(Beginning of Materials provided)

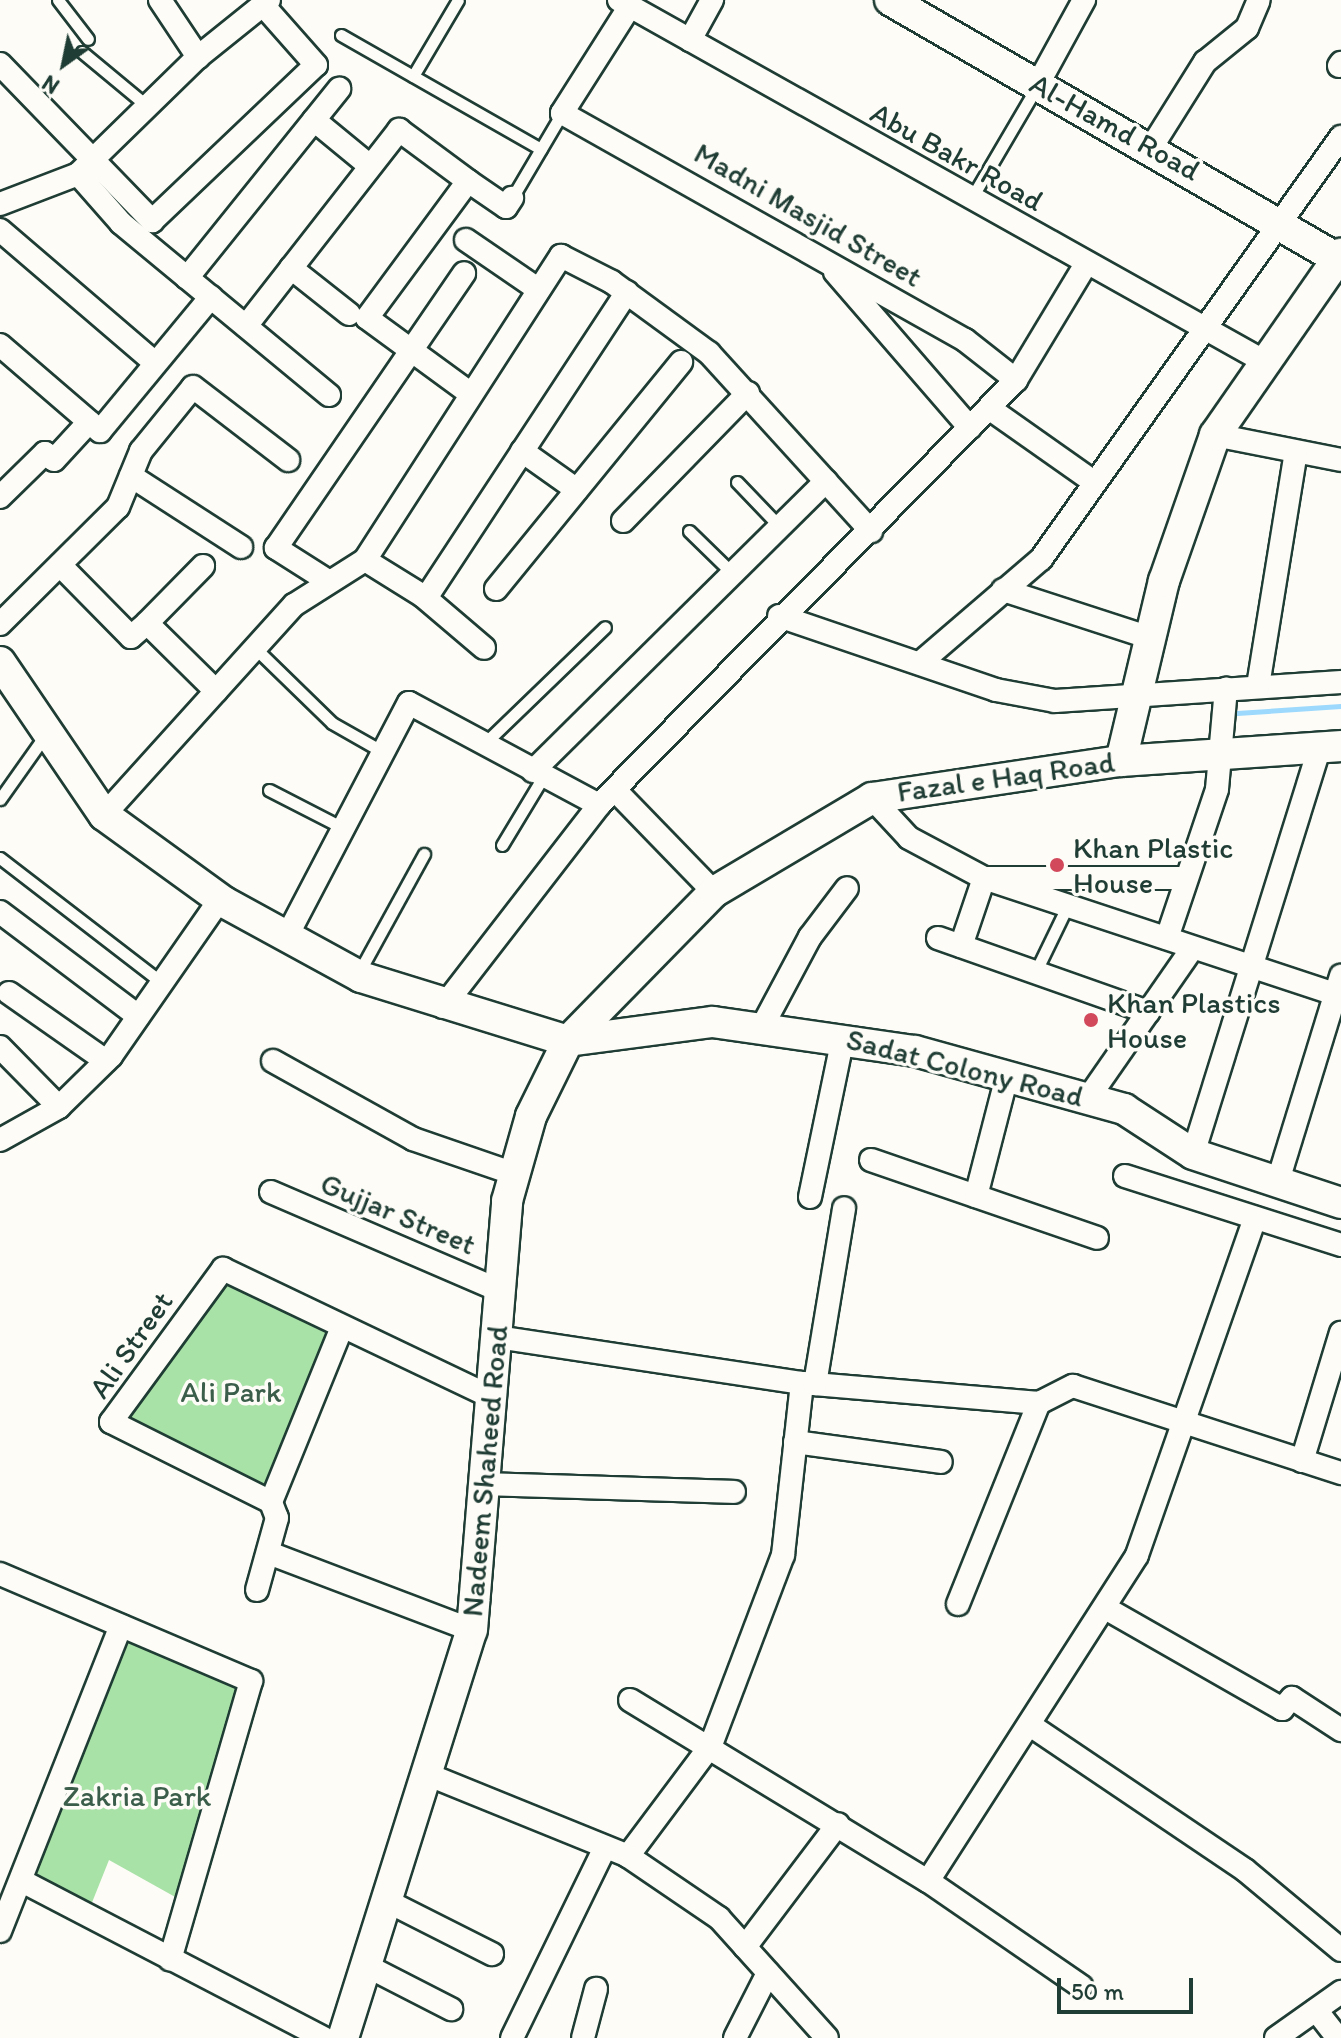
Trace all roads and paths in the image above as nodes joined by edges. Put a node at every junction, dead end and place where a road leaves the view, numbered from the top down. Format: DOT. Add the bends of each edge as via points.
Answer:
graph roads {
  1 [pos="58,0"];
  2 [pos="160,0"];
  3 [pos="458,0"];
  4 [pos="712,0"];
  5 [pos="890,0"];
  6 [pos="1084,0"];
  7 [pos="1259,0"];
  8 [pos="266,2"];
  9 [pos="625,3"];
  10 [pos="923,8"];
  11 [pos="341,35"];
  12 [pos="88,39"];
  13 [pos="690,40"];
  14 [pos="82,52"];
  15 [pos="198,57"];
  16 [pos="0,64"];
  17 [pos="413,76"];
  18 [pos="1038,84"];
  19 [pos="339,89"];
  20 [pos="147,106"];
  21 [pos="562,113"];
  22 [pos="314,120"];
  23 [pos="1341,137"];
  24 [pos="1151,148"];
  25 [pos="541,149"];
  26 [pos="370,166"];
  27 [pos="85,167"];
  28 [pos="468,181"];
  29 [pos="512,198"];
  30 [pos="971,199"];
  31 [pos="0,204"];
  32 [pos="1277,222"];
  33 [pos="0,230"];
  34 [pos="466,240"];
  35 [pos="821,257"];
  36 [pos="1340,258"];
  37 [pos="1086,264"];
  38 [pos="291,268"];
  39 [pos="464,273"];
  40 [pos="187,278"];
  41 [pos="539,290"];
  42 [pos="627,292"];
  43 [pos="211,297"];
  44 [pos="349,314"];
  45 [pos="246,326"];
  46 [pos="1201,327"];
  47 [pos="0,345"];
  48 [pos="408,354"];
  49 [pos="681,362"];
  50 [pos="155,363"];
  51 [pos="1267,363"];
  52 [pos="1016,380"];
  53 [pos="748,393"];
  54 [pos="471,394"];
  55 [pos="329,395"];
  56 [pos="989,408"];
  57 [pos="89,422"];
  58 [pos="970,428"];
  59 [pos="1215,435"];
  60 [pos="522,451"];
  61 [pos="1296,452"];
  62 [pos="288,460"];
  63 [pos="1341,460"];
  64 [pos="131,476"];
  65 [pos="826,481"];
  66 [pos="737,482"];
  67 [pos="1094,482"];
  68 [pos="577,490"];
  69 [pos="0,497"];
  70 [pos="623,521"];
  71 [pos="780,527"];
  72 [pos="689,531"];
  73 [pos="871,531"];
  74 [pos="241,547"];
  75 [pos="365,560"];
  76 [pos="60,565"];
  77 [pos="203,566"];
  78 [pos="733,574"];
  79 [pos="328,581"];
  80 [pos="496,589"];
  81 [pos="1003,590"];
  82 [pos="426,598"];
  83 [pos="779,616"];
  84 [pos="147,623"];
  85 [pos="0,624"];
  86 [pos="605,627"];
  87 [pos="1148,637"];
  88 [pos="255,648"];
  89 [pos="484,648"];
  90 [pos="920,663"];
  91 [pos="2,668"];
  92 [pos="1341,682"];
  93 [pos="1258,686"];
  94 [pos="1226,688"];
  95 [pos="216,691"];
  96 [pos="1139,695"];
  97 [pos="47,733"];
  98 [pos="483,744"];
  99 [pos="1330,746"];
  100 [pos="383,752"];
  101 [pos="1223,756"];
  102 [pos="1121,761"];
  103 [pos="538,774"];
  104 [pos="269,790"];
  105 [pos="607,798"];
  106 [pos="872,798"];
  107 [pos="0,799"];
  108 [pos="104,815"];
  109 [pos="343,828"];
  110 [pos="502,845"];
  111 [pos="424,854"];
  112 [pos="0,858"];
  113 [pos="984,878"];
  114 [pos="1184,878"];
  115 [pos="847,888"];
  116 [pos="714,892"];
  117 [pos="220,899"];
  118 [pos="1066,909"];
  119 [pos="0,912"];
  120 [pos="287,936"];
  121 [pos="938,938"];
  122 [pos="1167,938"];
  123 [pos="961,946"];
  124 [pos="1191,950"];
  125 [pos="1250,971"];
  126 [pos="1035,973"];
  127 [pos="358,975"];
  128 [pos="161,982"];
  129 [pos="9,993"];
  130 [pos="1337,998"];
  131 [pos="443,1007"];
  132 [pos="1148,1012"];
  133 [pos="138,1016"];
  134 [pos="763,1025"];
  135 [pos="843,1038"];
  136 [pos="568,1041"];
  137 [pos="0,1047"];
  138 [pos="106,1061"];
  139 [pos="273,1061"];
  140 [pos="1007,1076"];
  141 [pos="1089,1097"];
  142 [pos="59,1107"];
  143 [pos="0,1140"];
  144 [pos="1193,1154"];
  145 [pos="871,1160"];
  146 [pos="512,1173"];
  147 [pos="1125,1176"];
  148 [pos="1277,1184"];
  149 [pos="271,1192"];
  150 [pos="976,1196"];
  151 [pos="810,1197"];
  152 [pos="1341,1203"];
  153 [pos="844,1208"];
  154 [pos="1255,1218"];
  155 [pos="1097,1238"];
  156 [pos="1341,1245"];
  157 [pos="501,1291"];
  158 [pos="342,1327"];
  159 [pos="1341,1333"];
  160 [pos="497,1337"];
  161 [pos="808,1384"];
  162 [pos="491,1397"];
  163 [pos="1039,1403"];
  164 [pos="1187,1423"];
  165 [pos="795,1442"];
  166 [pos="1302,1461"];
  167 [pos="941,1462"];
  168 [pos="1341,1473"];
  169 [pos="486,1484"];
  170 [pos="734,1492"];
  171 [pos="271,1502"];
  172 [pos="269,1553"];
  173 [pos="0,1574"];
  174 [pos="257,1590"];
  175 [pos="958,1604"];
  176 [pos="1107,1609"];
  177 [pos="121,1626"];
  178 [pos="472,1630"];
  179 [pos="630,1700"];
  180 [pos="1033,1727"];
  181 [pos="1341,1730"];
  182 [pos="711,1745"];
  183 [pos="424,1773"];
  184 [pos="838,1824"];
  185 [pos="605,1847"];
  186 [pos="628,1856"];
  187 [pos="928,1881"];
  188 [pos="24,1882"];
  189 [pos="385,1900"];
  190 [pos="0,1931"];
  191 [pos="745,1947"];
  192 [pos="1341,1950"];
  193 [pos="492,1954"];
  194 [pos="170,1959"];
  195 [pos="365,1965"];
  196 [pos="768,1973"];
  197 [pos="1081,1986"];
  198 [pos="596,1989"];
  199 [pos="1341,1992"];
  200 [pos="451,2009"];
  201 [pos="1316,2010"];
  202 [pos="324,2038"];
  203 [pos="343,2038"];
  204 [pos="512,2038"];
  205 [pos="583,2038"];
  206 [pos="735,2038"];
  207 [pos="827,2038"];
  208 [pos="1276,2038"];
  209 [pos="1338,2038"];
  1 -- 12 [label="lane"];
  2 -- 15 [label="street"];
  3 -- 17 [label="lane"];
  4 -- 13 [label="street"];
  5 -- 10 [label="street, Al-Hamd Road"];
  6 -- 18 [label="street"];
  7 -- 24 [label="street" via="1247,28 1205,62"];
  8 -- 15 [label="street"];
  8 -- 27 [label="street" via="316,65 152,221"];
  9 -- 13 [label="street, Abu Bakr Road"];
  9 -- 21 [label="street"];
  10 -- 18 [label="street, Al-Hamd Road"];
  11 -- 17 [label="lane"];
  13 -- 30 [label="street, Abu Bakr Road"];
  14 -- 20 [label="lane"];
  15 -- 20 [label="street"];
  16 -- 27 [label="street"];
  17 -- 25 [label="lane"];
  18 -- 24 [label="street, Al-Hamd Road"];
  18 -- 30 [label="lane"];
  19 -- 22 [label="street"];
  20 -- 27 [label="street"];
  21 -- 25 [label="lane"];
  21 -- 35 [label="street, Madni Masjid Street"];
  22 -- 26 [label="street"];
  22 -- 40 [label="street"];
  23 -- 32 [label="street"];
  24 -- 32 [label="street, Al-Hamd Road"];
  25 -- 29 [label="lane"];
  26 -- 28 [label="street" via="399,130"];
  26 -- 38 [label="street"];
  27 -- 31 [label="street"];
  27 -- 40 [label="street" via="121,223"];
  28 -- 29 [label="street" via="506,207"];
  28 -- 48 [label="street" via="367,318"];
  30 -- 37 [label="street, Abu Bakr Road"];
  32 -- 36 [label="street, Al-Hamd Road"];
  32 -- 46 [label="street"];
  33 -- 50 [label="street"];
  34 -- 41 [label="street"];
  35 -- 52 [label="street, Madni Masjid Street" via="965,340"];
  35 -- 58 [label="street"];
  36 -- 51 [label="street"];
  37 -- 46 [label="street, Abu Bakr Road"];
  37 -- 52 [label="street"];
  38 -- 44 [label="street"];
  38 -- 45 [label="street"];
  39 -- 48 [label="street"];
  40 -- 43 [label="street"];
  41 -- 42 [label="street" via="561,256"];
  41 -- 54 [label="street"];
  42 -- 53 [label="street" via="709,353"];
  42 -- 60 [label="street"];
  43 -- 45 [label="street"];
  43 -- 50 [label="street"];
  45 -- 55 [label="street"];
  46 -- 51 [label="street, Abu Bakr Road"];
  46 -- 67 [label="street"];
  47 -- 57 [label="street"];
  48 -- 54 [label="street"];
  48 -- 79 [label="street" via="276,548"];
  49 -- 68 [label="street"];
  50 -- 57 [label="street" via="100,431"];
  51 -- 59 [label="street"];
  52 -- 56 [label="street"];
  53 -- 65 [label="street"];
  53 -- 70 [label="street"];
  54 -- 75 [label="street"];
  56 -- 58 [label="street"];
  56 -- 67 [label="street"];
  57 -- 69 [label="street" via="54,460 45,453"];
  58 -- 73 [label="street"];
  59 -- 61 [label="street"];
  59 -- 87 [label="street"];
  60 -- 68 [label="street"];
  60 -- 82 [label="street"];
  61 -- 63 [label="street"];
  61 -- 93 [label="street"];
  62 -- 64 [label="street" via="193,387 141,451"];
  64 -- 74 [label="street"];
  64 -- 76 [label="street" via="118,507"];
  65 -- 71 [label="street"];
  65 -- 73 [label="street"];
  66 -- 71 [label="lane"];
  67 -- 81 [label="street" via="1041,559"];
  68 -- 80 [label="street"];
  71 -- 78 [label="street"];
  72 -- 78 [label="lane"];
  73 -- 83 [label="street"];
  75 -- 79 [label="street"];
  75 -- 82 [label="street"];
  76 -- 84 [label="street" via="131,637"];
  76 -- 85 [label="street"];
  77 -- 84 [label="street"];
  78 -- 103 [label="street"];
  79 -- 88 [label="street"];
  81 -- 87 [label="street"];
  81 -- 90 [label="street"];
  82 -- 89 [label="street"];
  83 -- 90 [label="street"];
  83 -- 105 [label="street"];
  84 -- 95 [label="street"];
  86 -- 98 [label="lane"];
  87 -- 96 [label="street"];
  88 -- 95 [label="street"];
  88 -- 100 [label="lane" via="332,723"];
  90 -- 96 [label="street" via="1055,701"];
  91 -- 97 [label="street"];
  92 -- 93 [label="street"];
  93 -- 94 [label="street"];
  94 -- 96 [label="street"];
  94 -- 101 [label="street"];
  95 -- 108 [label="street"];
  96 -- 102 [label="street"];
  97 -- 107 [label="lane"];
  97 -- 108 [label="street"];
  98 -- 100 [label="street" via="409,703"];
  98 -- 103 [label="street"];
  99 -- 101 [label="street, Fazal e Haq Road"];
  99 -- 125 [label="street"];
  100 -- 109 [label="street"];
  101 -- 102 [label="street, Fazal e Haq Road"];
  101 -- 114 [label="street"];
  102 -- 106 [label="street, Fazal e Haq Road"];
  103 -- 105 [label="street"];
  103 -- 110 [label="lane"];
  104 -- 109 [label="lane"];
  105 -- 116 [label="street"];
  105 -- 131 [label="street"];
  106 -- 113 [label="street" via="909,838"];
  106 -- 116 [label="street, Fazal e Haq Road"];
  108 -- 117 [label="street"];
  109 -- 120 [label="street"];
  111 -- 127 [label="lane"];
  112 -- 128 [label="lane"];
  113 -- 114 [label="street"];
  113 -- 118 [label="street"];
  113 -- 123 [label="street"];
  114 -- 122 [label="street"];
  115 -- 134 [label="street" via="810,937"];
  116 -- 136 [label="street, Fazal e Haq Road"];
  117 -- 120 [label="street"];
  117 -- 128 [label="street"];
  118 -- 122 [label="street"];
  118 -- 126 [label="lane"];
  119 -- 133 [label="street"];
  120 -- 127 [label="street"];
  121 -- 123 [label="street"];
  122 -- 124 [label="street"];
  123 -- 126 [label="street"];
  124 -- 125 [label="street"];
  124 -- 132 [label="street"];
  125 -- 130 [label="street"];
  125 -- 144 [label="street"];
  126 -- 132 [label="street"];
  127 -- 131 [label="street"];
  128 -- 133 [label="street"];
  129 -- 138 [label="street"];
  130 -- 148 [label="street"];
  131 -- 136 [label="street"];
  132 -- 141 [label="street"];
  133 -- 138 [label="street"];
  134 -- 135 [label="street, Sadat Colony Road"];
  134 -- 136 [label="street, Sadat Colony Road" via="655,1024"];
  135 -- 140 [label="street, Sadat Colony Road"];
  135 -- 151 [label="street"];
  136 -- 146 [label="street, Nadeem Shaheed Road"];
  137 -- 142 [label="street"];
  138 -- 142 [label="street"];
  139 -- 146 [label="street" via="413,1139"];
  140 -- 141 [label="street, Sadat Colony Road"];
  140 -- 150 [label="street"];
  141 -- 144 [label="street, Sadat Colony Road" via="1124,1109"];
  142 -- 143 [label="street"];
  144 -- 148 [label="street, Sadat Colony Road"];
  145 -- 150 [label="street"];
  146 -- 157 [label="street, Nadeem Shaheed Road"];
  147 -- 154 [label="street"];
  148 -- 152 [label="street, Sadat Colony Road"];
  149 -- 157 [label="street, Gujjar Street"];
  150 -- 155 [label="street"];
  153 -- 161 [label="street"];
  154 -- 156 [label="street"];
  154 -- 164 [label="street"];
  157 -- 160 [label="street, Nadeem Shaheed Road"];
  158 -- 162 [label="street, Ali Street"];
  158 -- 171 [label="street"];
  158 -- 171 [label="street, Ali Street" via="223,1269 111,1422"];
  159 -- 166 [label="street"];
  160 -- 161 [label="street"];
  160 -- 162 [label="street, Nadeem Shaheed Road"];
  161 -- 163 [label="street"];
  161 -- 165 [label="street"];
  162 -- 169 [label="street, Nadeem Shaheed Road"];
  163 -- 164 [label="street" via="1073,1386"];
  163 -- 175 [label="street"];
  164 -- 166 [label="street"];
  164 -- 176 [label="street" via="1137,1555"];
  165 -- 167 [label="street"];
  165 -- 182 [label="street" via="783,1555"];
  166 -- 168 [label="street"];
  169 -- 170 [label="street"];
  169 -- 178 [label="street, Nadeem Shaheed Road"];
  171 -- 172 [label="street" via="277,1518"];
  172 -- 174 [label="street"];
  172 -- 178 [label="street"];
  173 -- 177 [label="street"];
  176 -- 180 [label="street"];
  176 -- 181 [label="street" via="1282,1709 1292,1698"];
  177 -- 188 [label="street"];
  177 -- 194 [label="street" via="251,1681"];
  178 -- 183 [label="street, Nadeem Shaheed Road"];
  179 -- 182 [label="street"];
  180 -- 187 [label="street"];
  180 -- 192 [label="street" via="1245,1870"];
  182 -- 184 [label="street"];
  182 -- 186 [label="street"];
  183 -- 185 [label="street"];
  183 -- 189 [label="street, Nadeem Shaheed Road"];
  184 -- 187 [label="street"];
  184 -- 191 [label="street"];
  185 -- 186 [label="street"];
  185 -- 204 [label="street"];
  186 -- 191 [label="street" via="719,1918"];
  187 -- 197 [label="street"];
  188 -- 190 [label="street"];
  188 -- 194 [label="street"];
  189 -- 193 [label="street"];
  189 -- 195 [label="street, Nadeem Shaheed Road"];
  191 -- 196 [label="street"];
  194 -- 202 [label="street"];
  195 -- 200 [label="street"];
  195 -- 203 [label="street, Nadeem Shaheed Road"];
  196 -- 206 [label="street"];
  196 -- 207 [label="street"];
  198 -- 205 [label="street"];
  199 -- 201 [label="street"];
  201 -- 208 [label="street"];
  201 -- 209 [label="street"];
}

(End of Materials provided)

About this task » Using the material above, gather every line that includes "Bakr".

Expected output »
  9 -- 13 [label="street, Abu Bakr Road"];
  13 -- 30 [label="street, Abu Bakr Road"];
  30 -- 37 [label="street, Abu Bakr Road"];
  37 -- 46 [label="street, Abu Bakr Road"];
  46 -- 51 [label="street, Abu Bakr Road"];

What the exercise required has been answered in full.